-- Task details --
Copy the data below exactly, omitting any picture it contains.

-- Data records --
# # # # #
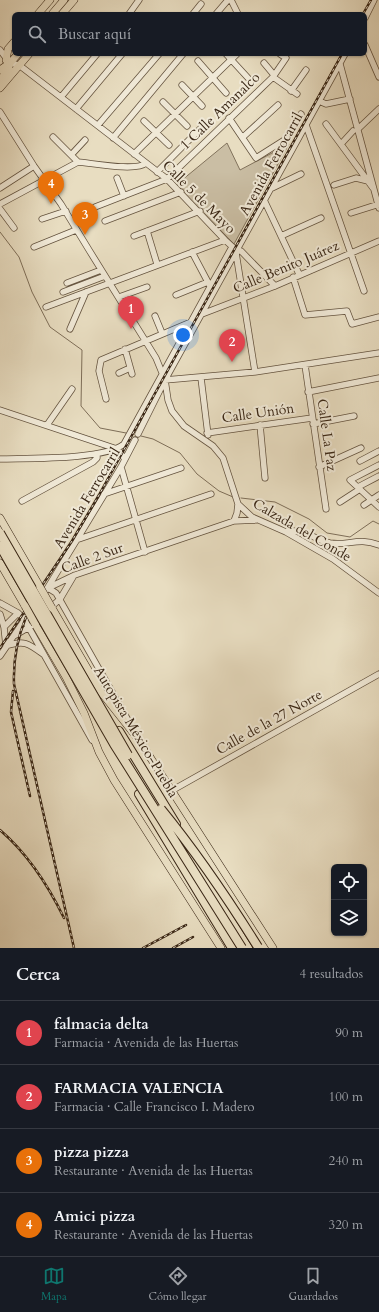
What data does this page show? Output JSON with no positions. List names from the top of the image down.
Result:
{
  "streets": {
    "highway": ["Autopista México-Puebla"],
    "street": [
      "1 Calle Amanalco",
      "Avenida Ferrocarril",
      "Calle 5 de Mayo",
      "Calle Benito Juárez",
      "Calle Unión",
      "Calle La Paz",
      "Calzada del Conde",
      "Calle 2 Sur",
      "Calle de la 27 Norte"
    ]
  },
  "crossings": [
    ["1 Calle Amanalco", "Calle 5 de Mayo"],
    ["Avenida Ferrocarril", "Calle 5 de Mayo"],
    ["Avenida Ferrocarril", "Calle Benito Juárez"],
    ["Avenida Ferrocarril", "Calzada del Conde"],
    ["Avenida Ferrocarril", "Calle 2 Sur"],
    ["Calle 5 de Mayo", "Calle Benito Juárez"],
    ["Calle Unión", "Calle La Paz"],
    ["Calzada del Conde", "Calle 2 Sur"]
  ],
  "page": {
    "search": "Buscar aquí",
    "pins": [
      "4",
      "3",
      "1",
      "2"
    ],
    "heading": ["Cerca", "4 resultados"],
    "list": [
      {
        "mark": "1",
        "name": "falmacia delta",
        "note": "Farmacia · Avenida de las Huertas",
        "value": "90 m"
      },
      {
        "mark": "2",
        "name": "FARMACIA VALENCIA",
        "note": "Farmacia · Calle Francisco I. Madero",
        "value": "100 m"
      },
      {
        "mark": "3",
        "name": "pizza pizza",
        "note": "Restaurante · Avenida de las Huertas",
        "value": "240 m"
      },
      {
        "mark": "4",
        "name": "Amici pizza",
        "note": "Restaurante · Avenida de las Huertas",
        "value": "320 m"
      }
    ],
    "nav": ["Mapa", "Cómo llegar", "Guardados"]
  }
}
# # # # #
-- Response for this exercise --
What data does this page show? Output JSON with no positions. List names from the top of the image down.
Result:
{
  "streets": {
    "highway": ["Autopista México-Puebla"],
    "street": [
      "1 Calle Amanalco",
      "Avenida Ferrocarril",
      "Calle 5 de Mayo",
      "Calle Benito Juárez",
      "Calle Unión",
      "Calle La Paz",
      "Calzada del Conde",
      "Calle 2 Sur",
      "Calle de la 27 Norte"
    ]
  },
  "crossings": [
    ["1 Calle Amanalco", "Calle 5 de Mayo"],
    ["Avenida Ferrocarril", "Calle 5 de Mayo"],
    ["Avenida Ferrocarril", "Calle Benito Juárez"],
    ["Avenida Ferrocarril", "Calzada del Conde"],
    ["Avenida Ferrocarril", "Calle 2 Sur"],
    ["Calle 5 de Mayo", "Calle Benito Juárez"],
    ["Calle Unión", "Calle La Paz"],
    ["Calzada del Conde", "Calle 2 Sur"]
  ],
  "page": {
    "search": "Buscar aquí",
    "pins": [
      "4",
      "3",
      "1",
      "2"
    ],
    "heading": ["Cerca", "4 resultados"],
    "list": [
      {
        "mark": "1",
        "name": "falmacia delta",
        "note": "Farmacia · Avenida de las Huertas",
        "value": "90 m"
      },
      {
        "mark": "2",
        "name": "FARMACIA VALENCIA",
        "note": "Farmacia · Calle Francisco I. Madero",
        "value": "100 m"
      },
      {
        "mark": "3",
        "name": "pizza pizza",
        "note": "Restaurante · Avenida de las Huertas",
        "value": "240 m"
      },
      {
        "mark": "4",
        "name": "Amici pizza",
        "note": "Restaurante · Avenida de las Huertas",
        "value": "320 m"
      }
    ],
    "nav": ["Mapa", "Cómo llegar", "Guardados"]
  }
}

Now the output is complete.